START Records for the exercise

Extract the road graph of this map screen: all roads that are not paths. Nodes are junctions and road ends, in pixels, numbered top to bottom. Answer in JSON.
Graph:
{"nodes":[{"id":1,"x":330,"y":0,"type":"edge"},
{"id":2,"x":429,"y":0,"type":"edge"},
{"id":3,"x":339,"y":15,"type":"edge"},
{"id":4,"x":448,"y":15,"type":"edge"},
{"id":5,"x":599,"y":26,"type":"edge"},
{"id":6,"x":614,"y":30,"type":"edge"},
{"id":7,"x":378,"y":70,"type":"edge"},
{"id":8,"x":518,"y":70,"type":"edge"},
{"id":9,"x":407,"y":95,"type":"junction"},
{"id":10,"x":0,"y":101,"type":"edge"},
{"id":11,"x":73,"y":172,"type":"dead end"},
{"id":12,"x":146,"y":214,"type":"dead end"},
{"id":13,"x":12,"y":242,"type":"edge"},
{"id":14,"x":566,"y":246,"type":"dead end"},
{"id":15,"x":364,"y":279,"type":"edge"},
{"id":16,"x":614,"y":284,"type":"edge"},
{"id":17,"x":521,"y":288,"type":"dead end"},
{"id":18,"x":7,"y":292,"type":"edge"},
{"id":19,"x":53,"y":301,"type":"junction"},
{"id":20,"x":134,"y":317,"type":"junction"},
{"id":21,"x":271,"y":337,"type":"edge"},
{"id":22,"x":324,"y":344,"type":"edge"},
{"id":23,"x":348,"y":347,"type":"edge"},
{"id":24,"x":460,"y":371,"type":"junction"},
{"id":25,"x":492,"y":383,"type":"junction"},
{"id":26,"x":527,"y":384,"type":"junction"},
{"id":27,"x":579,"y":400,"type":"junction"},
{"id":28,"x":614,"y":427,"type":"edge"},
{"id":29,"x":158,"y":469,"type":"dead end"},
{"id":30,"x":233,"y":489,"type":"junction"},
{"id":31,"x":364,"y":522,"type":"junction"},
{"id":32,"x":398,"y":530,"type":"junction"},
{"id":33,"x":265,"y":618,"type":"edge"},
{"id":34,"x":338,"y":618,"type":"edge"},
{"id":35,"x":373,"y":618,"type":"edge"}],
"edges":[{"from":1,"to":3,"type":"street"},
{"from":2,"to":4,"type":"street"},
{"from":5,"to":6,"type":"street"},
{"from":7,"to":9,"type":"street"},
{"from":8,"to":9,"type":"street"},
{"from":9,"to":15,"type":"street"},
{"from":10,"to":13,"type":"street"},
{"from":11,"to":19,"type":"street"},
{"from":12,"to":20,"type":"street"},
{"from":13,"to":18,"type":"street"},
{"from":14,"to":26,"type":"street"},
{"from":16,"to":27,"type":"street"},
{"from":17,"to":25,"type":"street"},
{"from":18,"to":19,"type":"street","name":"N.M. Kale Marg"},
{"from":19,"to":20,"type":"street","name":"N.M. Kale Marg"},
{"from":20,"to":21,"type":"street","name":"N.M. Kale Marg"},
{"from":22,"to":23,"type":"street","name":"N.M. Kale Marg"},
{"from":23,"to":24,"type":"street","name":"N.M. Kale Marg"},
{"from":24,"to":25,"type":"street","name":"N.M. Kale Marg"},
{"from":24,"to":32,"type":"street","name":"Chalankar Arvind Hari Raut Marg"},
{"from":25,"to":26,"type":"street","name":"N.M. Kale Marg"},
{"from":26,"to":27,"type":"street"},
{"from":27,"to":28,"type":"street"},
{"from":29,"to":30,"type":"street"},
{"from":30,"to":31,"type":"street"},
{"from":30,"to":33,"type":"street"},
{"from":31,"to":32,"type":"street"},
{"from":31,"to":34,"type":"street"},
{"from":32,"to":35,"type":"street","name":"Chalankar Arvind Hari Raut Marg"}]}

END Records for the exercise

- **Exercise aim**:
Return all of the entries exactly as written.

- **Task output**:
Extract the road graph of this map screen: all roads that are not paths. Nodes are junctions and road ends, in pixels, numbered top to bottom. Answer in JSON.
Graph:
{"nodes":[{"id":1,"x":330,"y":0,"type":"edge"},
{"id":2,"x":429,"y":0,"type":"edge"},
{"id":3,"x":339,"y":15,"type":"edge"},
{"id":4,"x":448,"y":15,"type":"edge"},
{"id":5,"x":599,"y":26,"type":"edge"},
{"id":6,"x":614,"y":30,"type":"edge"},
{"id":7,"x":378,"y":70,"type":"edge"},
{"id":8,"x":518,"y":70,"type":"edge"},
{"id":9,"x":407,"y":95,"type":"junction"},
{"id":10,"x":0,"y":101,"type":"edge"},
{"id":11,"x":73,"y":172,"type":"dead end"},
{"id":12,"x":146,"y":214,"type":"dead end"},
{"id":13,"x":12,"y":242,"type":"edge"},
{"id":14,"x":566,"y":246,"type":"dead end"},
{"id":15,"x":364,"y":279,"type":"edge"},
{"id":16,"x":614,"y":284,"type":"edge"},
{"id":17,"x":521,"y":288,"type":"dead end"},
{"id":18,"x":7,"y":292,"type":"edge"},
{"id":19,"x":53,"y":301,"type":"junction"},
{"id":20,"x":134,"y":317,"type":"junction"},
{"id":21,"x":271,"y":337,"type":"edge"},
{"id":22,"x":324,"y":344,"type":"edge"},
{"id":23,"x":348,"y":347,"type":"edge"},
{"id":24,"x":460,"y":371,"type":"junction"},
{"id":25,"x":492,"y":383,"type":"junction"},
{"id":26,"x":527,"y":384,"type":"junction"},
{"id":27,"x":579,"y":400,"type":"junction"},
{"id":28,"x":614,"y":427,"type":"edge"},
{"id":29,"x":158,"y":469,"type":"dead end"},
{"id":30,"x":233,"y":489,"type":"junction"},
{"id":31,"x":364,"y":522,"type":"junction"},
{"id":32,"x":398,"y":530,"type":"junction"},
{"id":33,"x":265,"y":618,"type":"edge"},
{"id":34,"x":338,"y":618,"type":"edge"},
{"id":35,"x":373,"y":618,"type":"edge"}],
"edges":[{"from":1,"to":3,"type":"street"},
{"from":2,"to":4,"type":"street"},
{"from":5,"to":6,"type":"street"},
{"from":7,"to":9,"type":"street"},
{"from":8,"to":9,"type":"street"},
{"from":9,"to":15,"type":"street"},
{"from":10,"to":13,"type":"street"},
{"from":11,"to":19,"type":"street"},
{"from":12,"to":20,"type":"street"},
{"from":13,"to":18,"type":"street"},
{"from":14,"to":26,"type":"street"},
{"from":16,"to":27,"type":"street"},
{"from":17,"to":25,"type":"street"},
{"from":18,"to":19,"type":"street","name":"N.M. Kale Marg"},
{"from":19,"to":20,"type":"street","name":"N.M. Kale Marg"},
{"from":20,"to":21,"type":"street","name":"N.M. Kale Marg"},
{"from":22,"to":23,"type":"street","name":"N.M. Kale Marg"},
{"from":23,"to":24,"type":"street","name":"N.M. Kale Marg"},
{"from":24,"to":25,"type":"street","name":"N.M. Kale Marg"},
{"from":24,"to":32,"type":"street","name":"Chalankar Arvind Hari Raut Marg"},
{"from":25,"to":26,"type":"street","name":"N.M. Kale Marg"},
{"from":26,"to":27,"type":"street"},
{"from":27,"to":28,"type":"street"},
{"from":29,"to":30,"type":"street"},
{"from":30,"to":31,"type":"street"},
{"from":30,"to":33,"type":"street"},
{"from":31,"to":32,"type":"street"},
{"from":31,"to":34,"type":"street"},
{"from":32,"to":35,"type":"street","name":"Chalankar Arvind Hari Raut Marg"}]}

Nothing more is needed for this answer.